Hey, I'm all in favor of helping fellow human beings in distress, but...
But? There's a "but"?
Yep. Here's the thing. When I was studying theology in a seminary many years ago, one professor reflected on the well-known biblical story of "The Good Samaritan." In it, a Samaritan traveler comes upon a man lying beaten and robbed on the roadside. He promptly gives aid, transports the man to town and arranges food and lodging for him, and tells the innkeeper that he will foot the bill.
What a good guy, we all think. And we're right, up to a point, said my professor. But he then asked, "Suppose the Samaritan encounters another victim the next day, and the next, and the next, and the next. At what point does his patching up their wounds become a far less praiseworthy use of his time, energy, and money than doing something about public safety on that roadway?"
His question pestered me when I read of the latest $100 million allocation of your money and mine to help New Jersey shore residents lift their homes onto stilts, the better to withstand the next onslaught from a Mother Nature whose temper seems a little hot these days.
This $100 million gesture may feel good to some, but it's easy to overlook what it represents: namely, adaptation.
So, what's wrong with adaptation? Like the Samaritan's initial gesture, nothing. It's only when you set adaptation next to the alternative -- mitigation -- that it triggers a question about the wisest, most humane course of action.
This adaptation vs. mitigation issue is not widely or well understood. Put simply, we have a choice regarding the expenditure of any given dollar to be spent in the general arena of "climate change": spend it to adapt to a changing climate, or spend it to diminish the change in the climate.
While it is inevitable at this point that we must invest in both, the proportion of allocation to each strategy is critical. When we choose to invest in "adaptation." we admit that climate change is happening, is damaging, is unstoppable, and we're going to do the best we can to limit the inevitable destruction of human lives, property, economies, and world peace. Think: stilts for houses.
When we choose to invest in "mitigation," we tackle the causes of climate change, some if not most of which are driven by the staggeringly out-of-control increases of carbon emissions and other byproducts of our worldwide industrialized society.

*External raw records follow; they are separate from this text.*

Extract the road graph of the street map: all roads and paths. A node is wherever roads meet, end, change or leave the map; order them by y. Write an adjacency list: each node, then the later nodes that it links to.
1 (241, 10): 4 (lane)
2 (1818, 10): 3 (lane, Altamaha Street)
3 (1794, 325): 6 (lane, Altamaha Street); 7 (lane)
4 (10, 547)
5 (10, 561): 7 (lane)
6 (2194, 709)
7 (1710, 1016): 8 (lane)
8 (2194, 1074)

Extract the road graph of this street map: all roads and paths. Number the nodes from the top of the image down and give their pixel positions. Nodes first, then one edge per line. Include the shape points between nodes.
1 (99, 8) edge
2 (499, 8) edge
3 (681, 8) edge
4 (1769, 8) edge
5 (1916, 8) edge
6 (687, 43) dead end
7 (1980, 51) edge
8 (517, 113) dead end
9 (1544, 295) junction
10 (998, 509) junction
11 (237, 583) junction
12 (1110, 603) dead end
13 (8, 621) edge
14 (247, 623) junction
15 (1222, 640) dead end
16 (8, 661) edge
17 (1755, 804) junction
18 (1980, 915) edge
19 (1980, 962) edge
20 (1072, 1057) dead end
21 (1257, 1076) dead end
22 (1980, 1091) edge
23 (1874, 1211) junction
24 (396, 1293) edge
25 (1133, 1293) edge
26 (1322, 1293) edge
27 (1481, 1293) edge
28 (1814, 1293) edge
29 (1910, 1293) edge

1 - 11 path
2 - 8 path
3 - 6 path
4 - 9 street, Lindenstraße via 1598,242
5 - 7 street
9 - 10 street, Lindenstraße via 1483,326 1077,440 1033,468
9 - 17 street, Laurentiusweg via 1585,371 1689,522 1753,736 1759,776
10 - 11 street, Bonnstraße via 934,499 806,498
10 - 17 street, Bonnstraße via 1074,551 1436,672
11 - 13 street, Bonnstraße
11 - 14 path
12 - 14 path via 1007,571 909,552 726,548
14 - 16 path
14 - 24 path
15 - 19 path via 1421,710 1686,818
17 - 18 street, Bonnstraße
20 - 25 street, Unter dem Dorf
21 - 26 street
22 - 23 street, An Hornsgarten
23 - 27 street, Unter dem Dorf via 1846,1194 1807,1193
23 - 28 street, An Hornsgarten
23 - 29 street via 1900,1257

Mitigation sets out simultaneously to reduce those emissions and to devise geoengineering solutions such as carbon capture and sequestration.
There is a certain irony to the fact that we are so easily moved and so well-practiced in making charitable responses to obvious victims of mass carnage. Hurricane Katrina and Superstorm Sandy have prompted us to open our hearts and checkbooks to ease their pain. By contrast, less dramatic events that don't make for such eye-popping TV coverage, such as our skyrocketing carbon-emissions trend, don't trigger any such response. These intellectually challenging phenomena offer little chance to identify and act decisively on behalf of the victims.
Irony? Oh, for sure. Double irony, actually, since all of us -- all of us, we ourselves -- are the victims of the silent, rampant climate change that is (so far) irreversibly deteriorating the possibilities for life on this planet. The big noisy events like Katrina and Sandy distract us from the slow, silent, systemic degradation of ecosystems, biodiversity, water resources, and worldwide agriculture. You may be certain that actual warfare will erupt between the haves and have-nots among peoples whose access to food and water is threatened -- or has been actually destroyed -- by climate change. It is not too much to say that climate change imperils world peace, and we look the other way at our own peril, even though we have the wealth and power to forestall its immediate impact on our citizenry for a while longer than others do.
As a society, we are sometimes tragically slow learners wallowing in denial (think: racism, sexism, homophobia), but it can be equally tragic when we prove to be inexperienced learners -- those times when we encounter harsh lessons for the first time and are actually put in a position to choose between denial and acknowledgment. As for racism, sexism, and homophobia, we were socialized into those sorry mindsets from the cradle, and because of that can almost explain away our glacial emergence into awareness, outrage, and reform.
But there is no such hiding place when it comes to climate change. It has arrived on the scene while we are already in our adulthood, ostensibly awake and aware and capable of making sober judgments. This is not a spectator sport. You're already on the playing field, so you might as well join a team and help shape the outcome.
My own recommendation is to join a group like Citizens' Climate Lobby (http://citizensclimatelobby.org) where a well-informed, non-partisan team helps ordinary folks like us to understand the issues, voice our concerns, and effectively assert our preferred solutions.
It's time to become a player. Really, it is.